→ **TASK OBJECTIVE**
Go through the material below and please tally the lines that hold the word "Vihar"; the number alone is the answer.
-- DATA FOR THIS EXERCISE follows --
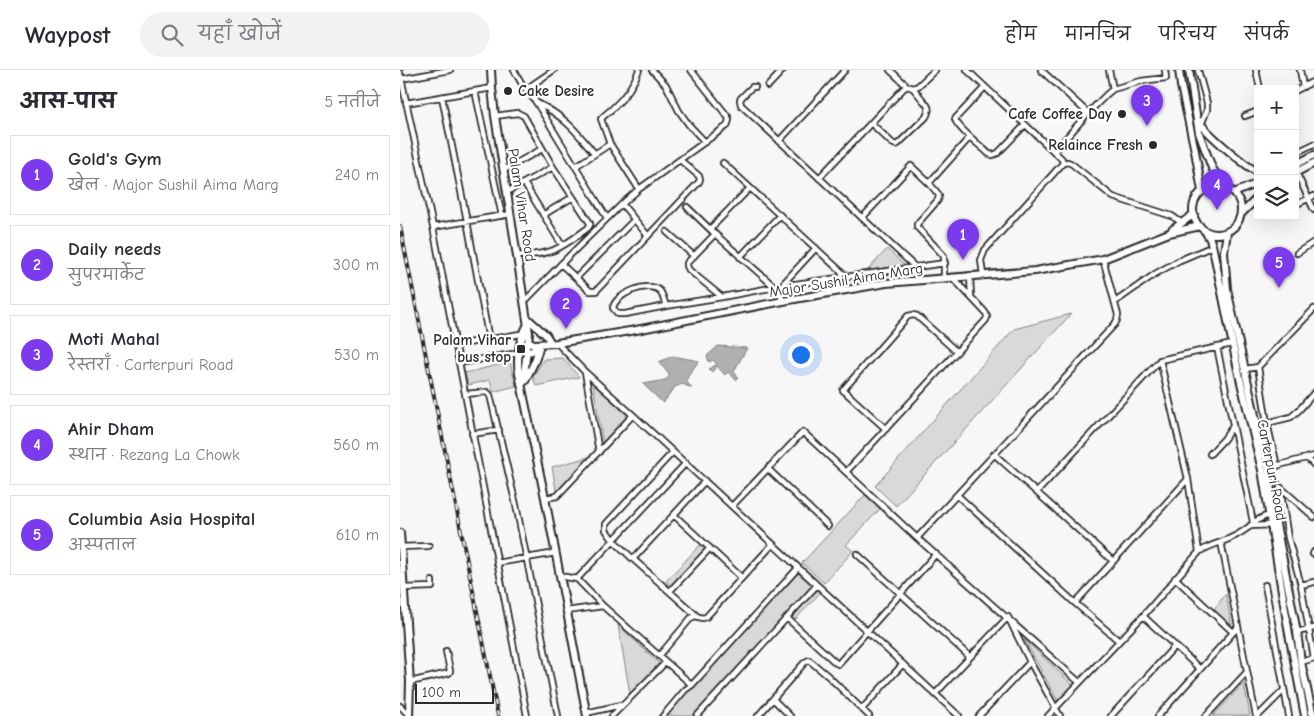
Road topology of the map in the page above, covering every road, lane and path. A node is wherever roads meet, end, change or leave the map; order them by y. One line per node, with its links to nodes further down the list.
1 (450, 70): 21 (street)
2 (491, 70): 29 (street, Palam Vihar Road)
3 (514, 70): 31 (street)
4 (554, 70): 31 (street)
5 (639, 70): 49 (street)
6 (652, 70): 48 (street)
7 (691, 70): 48 (street)
8 (783, 70): 25 (street)
9 (845, 70): 47 (street)
10 (890, 70): 26 (street)
11 (935, 70): 30 (street)
12 (967, 70): 27 (street)
13 (1041, 70): 38 (street)
14 (1108, 70): 32 (street)
15 (1165, 70): 32 (street)
16 (1179, 70): 74 (street)
17 (1189, 70): 42 (street)
18 (1198, 70): 45 (street)
19 (1256, 70): 23 (street)
20 (1300, 70): 28 (street)
21 (401, 76): 37 (street)
22 (1314, 81): 28 (street)
23 (1259, 85)
24 (755, 86): 47 (street)
25 (768, 86)
26 (907, 86): 30 (street); 43 (street)
27 (984, 87): 44 (street); 46 (street)
28 (1303, 87): 33 (street)
29 (492, 88): 34 (street); 40 (street, Palam Vihar Road)
30 (913, 88): 43 (street)
31 (526, 89): 36 (street)
32 (1113, 89): 38 (street)
33 (1299, 89)
34 (475, 91): 35 (street); 90 (street)
35 (442, 96): 37 (street); 94 (street)
36 (536, 102): 54 (street); 61 (street)
37 (406, 103): 96 (street)
38 (1088, 112): 53 (street)
39 (1254, 113): 41 (street)
40 (495, 116): 51 (street); 63 (street, Palam Vihar Road)
41 (1245, 116)
42 (1196, 117): 45 (street); 71 (street)
43 (872, 123): 67 (street)
44 (1025, 125): 46 (street); 53 (street)
45 (1201, 125): 64 (street)
46 (970, 137): 68 (street)
47 (779, 140): 67 (street)
48 (705, 142): 56 (street)
49 (610, 144): 54 (street); 73 (street)
50 (1314, 144): 52 (street)
51 (542, 149): 62 (street); 63 (street)
52 (1299, 151)
53 (1054, 152): 58 (street)
54 (595, 154): 61 (street)
55 (1314, 155): 59 (street)
56 (680, 160): 73 (street); 103 (street)
57 (723, 163): 72 (street)
58 (1063, 163): 95 (street); 116 (street)
59 (1299, 163)
60 (1314, 163): 65 (street)
61 (576, 166): 91 (street)
62 (553, 167): 69 (street); 78 (street)
63 (504, 170): 75 (street, Palam Vihar Road)
64 (1254, 170)
65 (1299, 171)
66 (1297, 175): 79 (street)
67 (820, 178): 92 (street)
68 (929, 182): 92 (street); 113 (street)
69 (524, 184): 75 (street); 88 (street)
70 (1254, 184): 76 (street)
71 (1225, 187): 74 (street); 76 (street)
72 (750, 188): 89 (street); 97 (street)
73 (640, 189): 82 (street)
74 (1202, 191): 86 (street)
75 (507, 192): 85 (street, Palam Vihar Road)
76 (1234, 192): 87 (street)
77 (1314, 196): 79 (street)
78 (573, 197): 88 (street); 105 (street)
79 (1308, 199): 81 (street); 84 (street)
80 (1254, 201): 87 (street)
81 (1299, 203)
82 (622, 204): 91 (street); 93 (street)
83 (687, 207): 97 (street)
84 (1314, 210)
85 (511, 214): 90 (street); 109 (street, Palam Vihar Road)
86 (1194, 214): 95 (street, Major Sushil Aima Marg); 98 (street)
87 (1241, 214): 100 (street)
88 (543, 215): 105 (street)
89 (780, 215): 107 (street); 111 (street)
90 (502, 216): 94 (street)
91 (607, 218): 114 (street)
92 (862, 218): 115 (street)
93 (634, 220): 103 (street); 120 (street)
94 (467, 221): 96 (street); 132 (street)
95 (1182, 223): 101 (street, Major Sushil Aima Marg)
96 (432, 228): 135 (street)
97 (710, 229): 102 (street)
98 (1202, 229): 100 (street); 101 (street, Major Sushil Aima Marg); 106 (street, Carterpuri Road)
99 (666, 232): 110 (street)
100 (1227, 232): 143 (street, Carterpuri Road)
101 (1169, 233): 112 (street, Major Sushil Aima Marg)
102 (715, 234): 110 (street); 111 (street)
103 (648, 236): 120 (street)
104 (1314, 242): 108 (street)
105 (563, 245): 109 (street)
106 (1212, 246): 127 (street); 134 (street, Carterpuri Road)
107 (816, 248): 118 (street); 122 (street)
108 (1297, 253)
109 (518, 256): 125 (street, Palam Vihar Road)
110 (694, 256): 123 (street)
111 (740, 257): 122 (street)
112 (1103, 260): 116 (street, Major Sushil Aima Marg); 127 (street)
113 (944, 263): 115 (street); 121 (street)
114 (561, 264): 120 (street); 125 (street)
115 (914, 267): 118 (street)
116 (983, 275): 117 (street, Major Sushil Aima Marg)
117 (970, 276): 119 (street, Major Sushil Aima Marg); 124 (street)
118 (847, 277): 122 (street)
119 (952, 277): 121 (street, Major Sushil Aima Marg); 124 (street)
120 (576, 278)
121 (944, 278): 126 (street, Major Sushil Aima Marg)
122 (778, 287): 123 (street); 126 (street)
123 (722, 297): 128 (street)
124 (972, 298): 138 (street)
125 (524, 302): 130 (street, Palam Vihar Road)
126 (783, 302): 133 (street, Major Sushil Aima Marg)
127 (1115, 302): 156 (street)
128 (666, 306): 128 (street)
129 (1314, 309): 142 (street)
130 (527, 321): 131 (street, Palam Vihar Road); 133 (street)
131 (526, 333): 132 (street); 136 (street, Palam Vihar Road); 139 (street)
132 (489, 340): 135 (street)
133 (554, 343): 136 (street, Major Sushil Aima Marg); 144 (street)
134 (1232, 344): 137 (street); 175 (street, Carterpuri Road)
135 (456, 345): 141 (street)
136 (531, 347): 139 (street); 145 (street, Palam Vihar Road); 145 (street)
137 (1217, 347): 140 (street); 150 (street)
138 (956, 352): 151 (street); 151 (street)
139 (518, 353): 141 (street); 145 (street)
140 (1160, 360): 166 (street); 170 (street)
141 (459, 363): 147 (street)
142 (1258, 368): 143 (street); 149 (street)
143 (1245, 369): 163 (street, Carterpuri Road)
144 (585, 372): 148 (street); 154 (street)
145 (523, 387): 172 (street)
146 (1314, 393): 149 (street)
147 (465, 394): 152 (street); 153 (street)
148 (634, 414): 154 (street); 155 (street)
149 (1267, 423): 162 (street)
150 (1233, 426): 157 (street); 177 (street)
151 (886, 429): 165 (street)
152 (499, 430): 153 (street); 192 (street)
153 (472, 434): 195 (street)
154 (599, 452): 172 (street)
155 (674, 452): 160 (street); 182 (street)
156 (994, 454): 170 (street); 171 (street)
157 (1210, 454)
158 (1314, 456): 159 (street)
159 (1307, 458): 161 (street); 162 (street)
160 (686, 463): 167 (street); 182 (street)
161 (1314, 465)
162 (1277, 466): 163 (street)
163 (1268, 468): 169 (street, Carterpuri Road)
164 (768, 469): 165 (street); 173 (street); 179 (street)
165 (846, 472): 181 (street)
166 (1188, 479): 188 (street); 194 (street)
167 (705, 481): 173 (street); 174 (street)
168 (1280, 487): 169 (street); 176 (street); 205 (street)
169 (1270, 489): 175 (street, Carterpuri Road)
170 (1037, 492): 194 (street)
171 (957, 495): 181 (street); 209 (street)
172 (545, 498): 189 (street)
173 (732, 506): 184 (street)
174 (674, 515): 186 (street); 193 (street)
175 (1271, 515): 177 (street); 178 (street, Carterpuri Road)
176 (1314, 517)
177 (1252, 524): 178 (street); 183 (street)
178 (1273, 525): 221 (street, Carterpuri Road); 265 (street, Carterpuri Road)
179 (828, 526)
180 (400, 533): 187 (street)
181 (917, 538): 191 (street)
182 (613, 540): 193 (street); 200 (street)
183 (1221, 542): 188 (street); 217 (street)
184 (773, 544): 196 (street); 198 (street)
185 (429, 546): 187 (street)
186 (710, 548): 198 (street); 207 (street)
187 (401, 550): 206 (street)
188 (1199, 552): 199 (street)
189 (556, 553): 192 (street); 197 (street)
190 (857, 554): 208 (street)
191 (936, 554): 208 (street); 215 (street)
192 (526, 558): 195 (street); 248 (street)
193 (633, 559): 207 (street)
194 (1113, 561): 209 (street)
195 (497, 563): 247 (street)
196 (798, 568): 203 (street); 236 (street)
197 (560, 576): 200 (street); 212 (street)
198 (742, 578): 213 (street)
199 (1176, 578): 214 (street); 220 (street)
200 (577, 580): 210 (street)
201 (432, 582): 206 (street)
202 (1314, 582): 205 (street)
203 (817, 585): 216 (street); 219 (street)
204 (1265, 585): 237 (street)
205 (1300, 585): 218 (street)
206 (404, 588): 211 (street)
207 (670, 591): 213 (street)
208 (901, 593): 219 (street); 226 (street)
209 (1075, 603): 222 (street)
210 (603, 606): 212 (street); 225 (street)
211 (402, 608): 234 (street)
212 (566, 611): 245 (street)
213 (697, 616): 225 (street)
214 (1143, 616): 222 (street); 223 (street)
215 (1008, 617): 226 (street); 229 (street); 235 (street)
216 (787, 618): 219 (street); 251 (street)
217 (1238, 627): 220 (street); 233 (street)
218 (1312, 629): 221 (street); 227 (street)
219 (868, 632): 231 (street)
220 (1233, 632): 232 (street)
221 (1297, 632): 230 (street, Carterpuri Road)
222 (1119, 641): 235 (street)
223 (1175, 646): 232 (street); 260 (street)
224 (446, 651): 234 (street)
225 (659, 656): 228 (street)
226 (970, 657): 238 (street)
227 (1314, 658): 230 (street)
228 (666, 662): 236 (street); 240 (street)
229 (1030, 662): 242 (street); 257 (street)
230 (1301, 662): 266 (street, Carterpuri Road)
231 (903, 664): 238 (street); 243 (street)
232 (1200, 669): 261 (street)
233 (1247, 672): 262 (street); 263 (street)
234 (410, 682): 246 (street)
235 (1080, 682): 242 (street)
236 (692, 685): 250 (street)
237 (1284, 690): 263 (street); 264 (street)
238 (935, 694): 244 (street)
239 (773, 700): 243 (street); 252 (street); 253 (street)
240 (623, 705): 245 (street); 249 (street)
241 (400, 706): 246 (street)
242 (1056, 708): 258 (street); 259 (street)
243 (862, 709): 254 (street)
244 (953, 711): 255 (street); 256 (street)
245 (586, 715)
246 (409, 716)
247 (527, 716)
248 (558, 716)
249 (612, 716)
250 (663, 716)
251 (697, 716)
252 (758, 716)
253 (790, 716)
254 (870, 716)
255 (949, 716)
256 (959, 716)
257 (979, 716)
258 (1048, 716)
259 (1060, 716)
260 (1111, 716)
261 (1158, 716)
262 (1206, 716)
263 (1257, 716)
264 (1289, 716)
265 (1305, 716)
266 (1313, 716)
-- DATA FOR THIS EXERCISE concluded --
→ **EXERCISE SOLUTION**
11